Work order:
Could you transcribe all of the data exactly and skip any pictures?

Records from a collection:

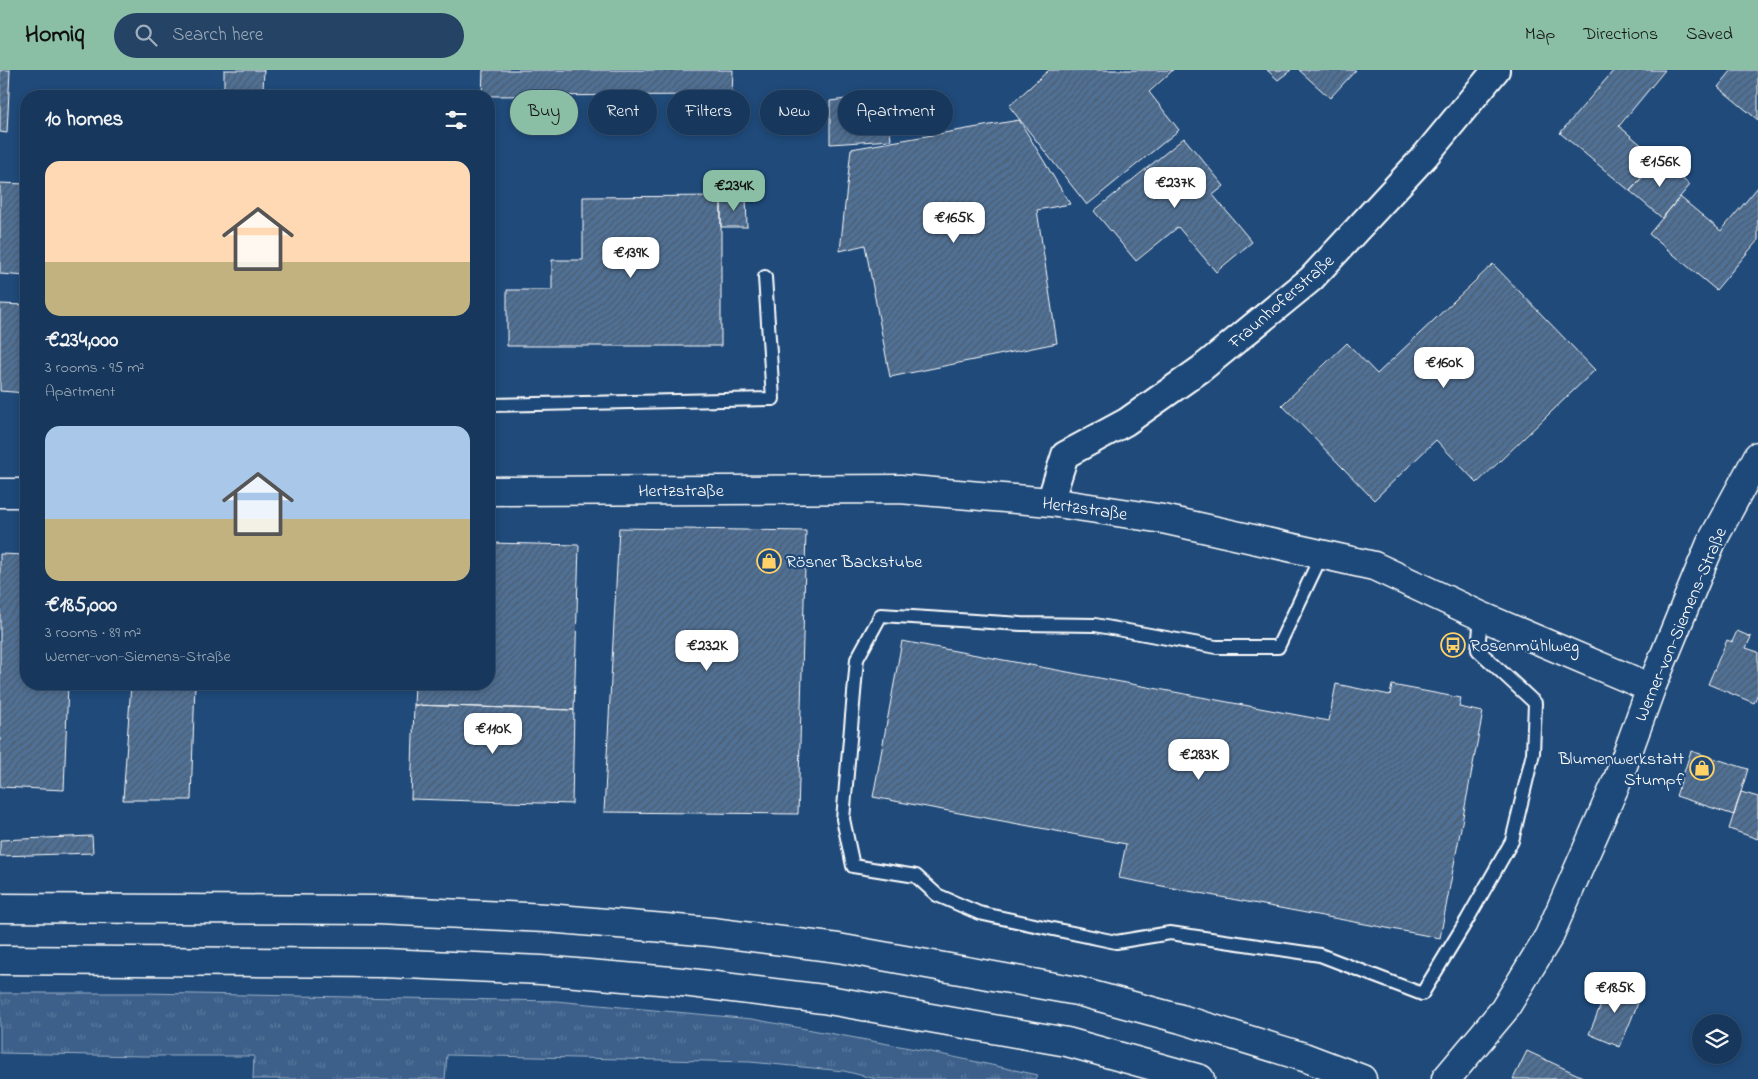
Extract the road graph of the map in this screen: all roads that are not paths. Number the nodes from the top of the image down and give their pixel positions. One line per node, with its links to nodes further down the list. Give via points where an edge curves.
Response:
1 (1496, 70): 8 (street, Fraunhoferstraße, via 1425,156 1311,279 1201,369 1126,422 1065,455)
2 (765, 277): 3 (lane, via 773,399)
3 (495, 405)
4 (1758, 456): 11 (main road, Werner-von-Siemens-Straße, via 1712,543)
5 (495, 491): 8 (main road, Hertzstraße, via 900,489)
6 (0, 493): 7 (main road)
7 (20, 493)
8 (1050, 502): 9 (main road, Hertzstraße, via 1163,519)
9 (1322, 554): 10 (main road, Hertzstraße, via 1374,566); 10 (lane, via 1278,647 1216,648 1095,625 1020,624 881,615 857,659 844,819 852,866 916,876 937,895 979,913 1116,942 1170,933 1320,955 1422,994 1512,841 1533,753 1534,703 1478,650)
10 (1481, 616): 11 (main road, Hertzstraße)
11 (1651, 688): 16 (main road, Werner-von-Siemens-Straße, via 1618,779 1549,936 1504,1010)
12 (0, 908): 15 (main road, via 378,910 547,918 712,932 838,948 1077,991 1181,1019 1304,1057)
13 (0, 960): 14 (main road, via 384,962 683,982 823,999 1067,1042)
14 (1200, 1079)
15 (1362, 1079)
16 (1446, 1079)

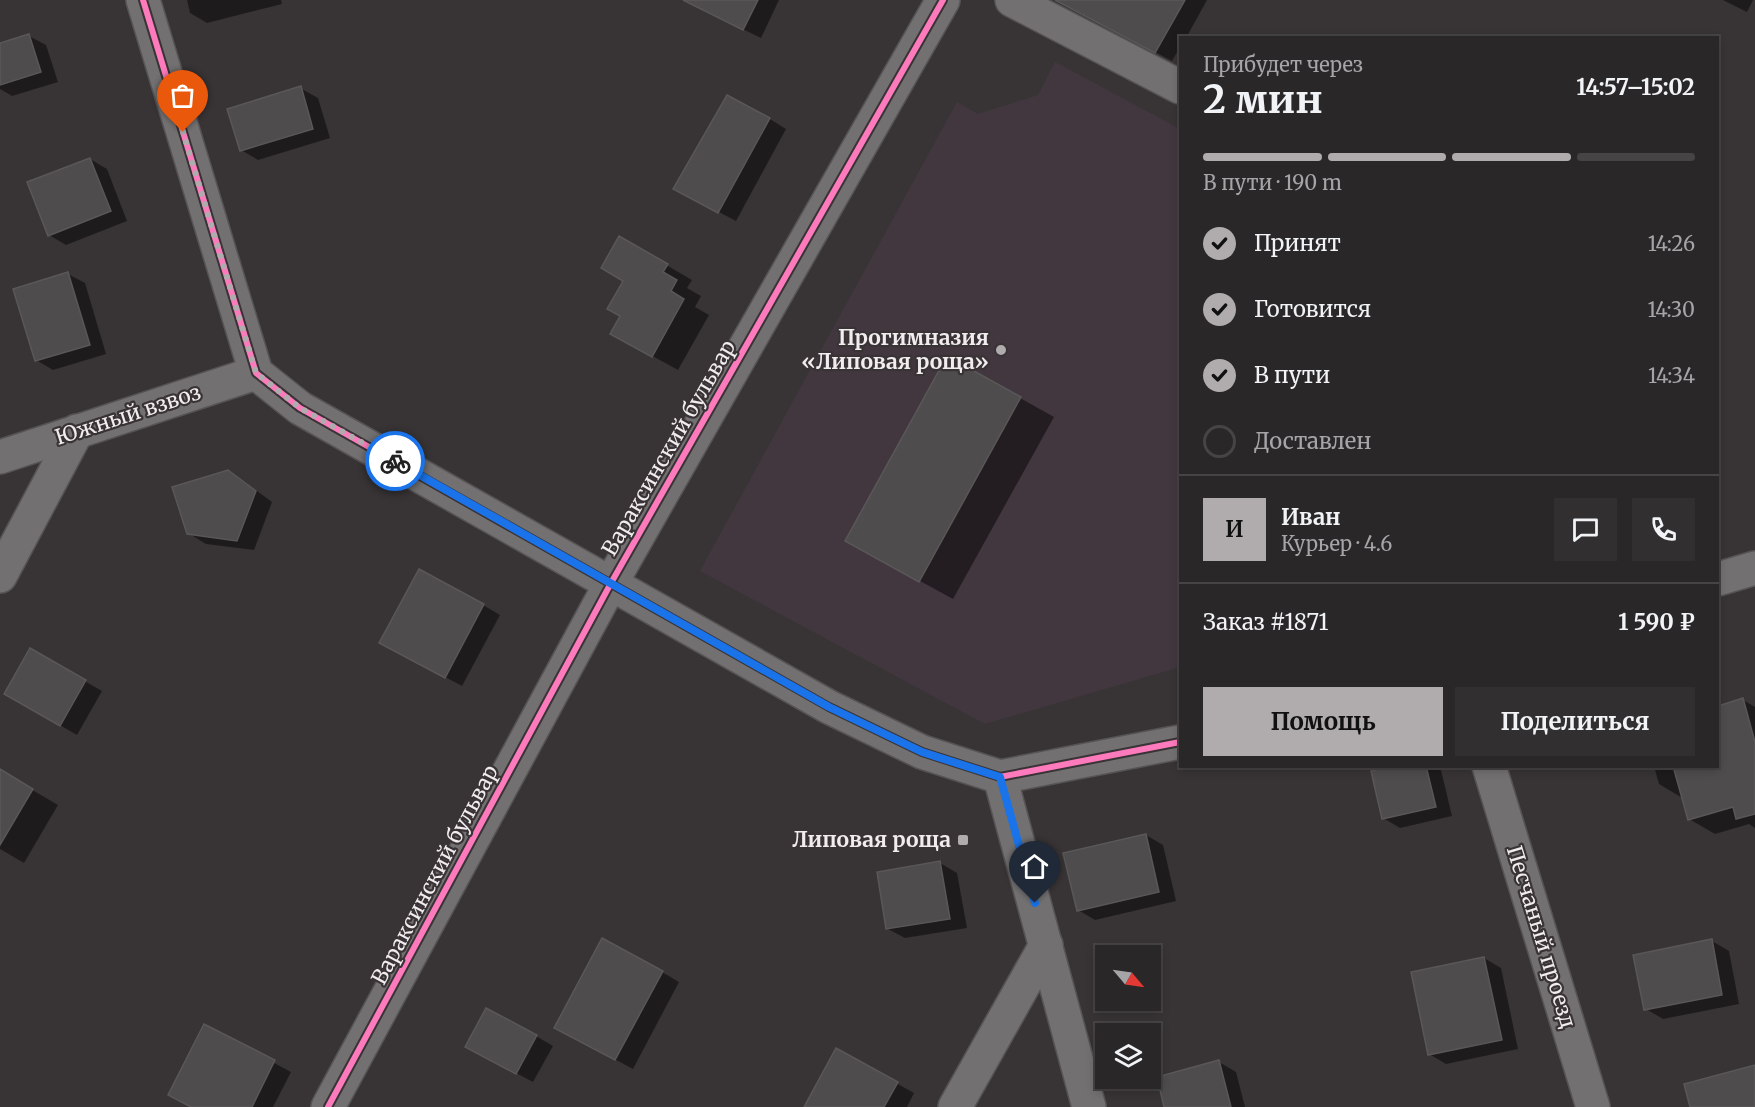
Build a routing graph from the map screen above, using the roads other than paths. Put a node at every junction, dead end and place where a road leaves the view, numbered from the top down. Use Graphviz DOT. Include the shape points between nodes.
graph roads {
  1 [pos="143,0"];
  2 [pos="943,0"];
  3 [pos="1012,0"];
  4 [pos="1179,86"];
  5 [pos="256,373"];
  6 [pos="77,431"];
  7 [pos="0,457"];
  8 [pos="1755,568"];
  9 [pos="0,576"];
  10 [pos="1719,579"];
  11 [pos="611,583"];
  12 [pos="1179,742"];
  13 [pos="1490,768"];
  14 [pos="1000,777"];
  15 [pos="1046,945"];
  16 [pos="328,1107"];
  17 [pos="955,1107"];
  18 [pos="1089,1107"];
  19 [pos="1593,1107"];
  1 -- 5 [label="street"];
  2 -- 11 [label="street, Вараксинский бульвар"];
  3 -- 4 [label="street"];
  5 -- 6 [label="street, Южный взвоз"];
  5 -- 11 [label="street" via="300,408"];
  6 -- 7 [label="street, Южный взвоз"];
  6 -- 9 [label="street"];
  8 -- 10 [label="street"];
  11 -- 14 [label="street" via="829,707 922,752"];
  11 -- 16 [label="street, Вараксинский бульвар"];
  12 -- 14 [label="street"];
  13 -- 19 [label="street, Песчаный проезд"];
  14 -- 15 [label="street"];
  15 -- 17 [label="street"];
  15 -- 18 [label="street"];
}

Exercise response:
Extract the road graph of the map in this screen: all roads that are not paths. Number the nodes from the top of the image down and give their pixel positions. One line per node, with its links to nodes further down the list. Give via points where an edge curves.
Response:
1 (1496, 70): 8 (street, Fraunhoferstraße, via 1425,156 1311,279 1201,369 1126,422 1065,455)
2 (765, 277): 3 (lane, via 773,399)
3 (495, 405)
4 (1758, 456): 11 (main road, Werner-von-Siemens-Straße, via 1712,543)
5 (495, 491): 8 (main road, Hertzstraße, via 900,489)
6 (0, 493): 7 (main road)
7 (20, 493)
8 (1050, 502): 9 (main road, Hertzstraße, via 1163,519)
9 (1322, 554): 10 (main road, Hertzstraße, via 1374,566); 10 (lane, via 1278,647 1216,648 1095,625 1020,624 881,615 857,659 844,819 852,866 916,876 937,895 979,913 1116,942 1170,933 1320,955 1422,994 1512,841 1533,753 1534,703 1478,650)
10 (1481, 616): 11 (main road, Hertzstraße)
11 (1651, 688): 16 (main road, Werner-von-Siemens-Straße, via 1618,779 1549,936 1504,1010)
12 (0, 908): 15 (main road, via 378,910 547,918 712,932 838,948 1077,991 1181,1019 1304,1057)
13 (0, 960): 14 (main road, via 384,962 683,982 823,999 1067,1042)
14 (1200, 1079)
15 (1362, 1079)
16 (1446, 1079)

Build a routing graph from the map screen above, using the roads other than paths. Put a node at every junction, dead end and place where a road leaves the view, numbered from the top down. Use Graphviz DOT. Include the shape points between nodes.
graph roads {
  1 [pos="143,0"];
  2 [pos="943,0"];
  3 [pos="1012,0"];
  4 [pos="1179,86"];
  5 [pos="256,373"];
  6 [pos="77,431"];
  7 [pos="0,457"];
  8 [pos="1755,568"];
  9 [pos="0,576"];
  10 [pos="1719,579"];
  11 [pos="611,583"];
  12 [pos="1179,742"];
  13 [pos="1490,768"];
  14 [pos="1000,777"];
  15 [pos="1046,945"];
  16 [pos="328,1107"];
  17 [pos="955,1107"];
  18 [pos="1089,1107"];
  19 [pos="1593,1107"];
  1 -- 5 [label="street"];
  2 -- 11 [label="street, Вараксинский бульвар"];
  3 -- 4 [label="street"];
  5 -- 6 [label="street, Южный взвоз"];
  5 -- 11 [label="street" via="300,408"];
  6 -- 7 [label="street, Южный взвоз"];
  6 -- 9 [label="street"];
  8 -- 10 [label="street"];
  11 -- 14 [label="street" via="829,707 922,752"];
  11 -- 16 [label="street, Вараксинский бульвар"];
  12 -- 14 [label="street"];
  13 -- 19 [label="street, Песчаный проезд"];
  14 -- 15 [label="street"];
  15 -- 17 [label="street"];
  15 -- 18 [label="street"];
}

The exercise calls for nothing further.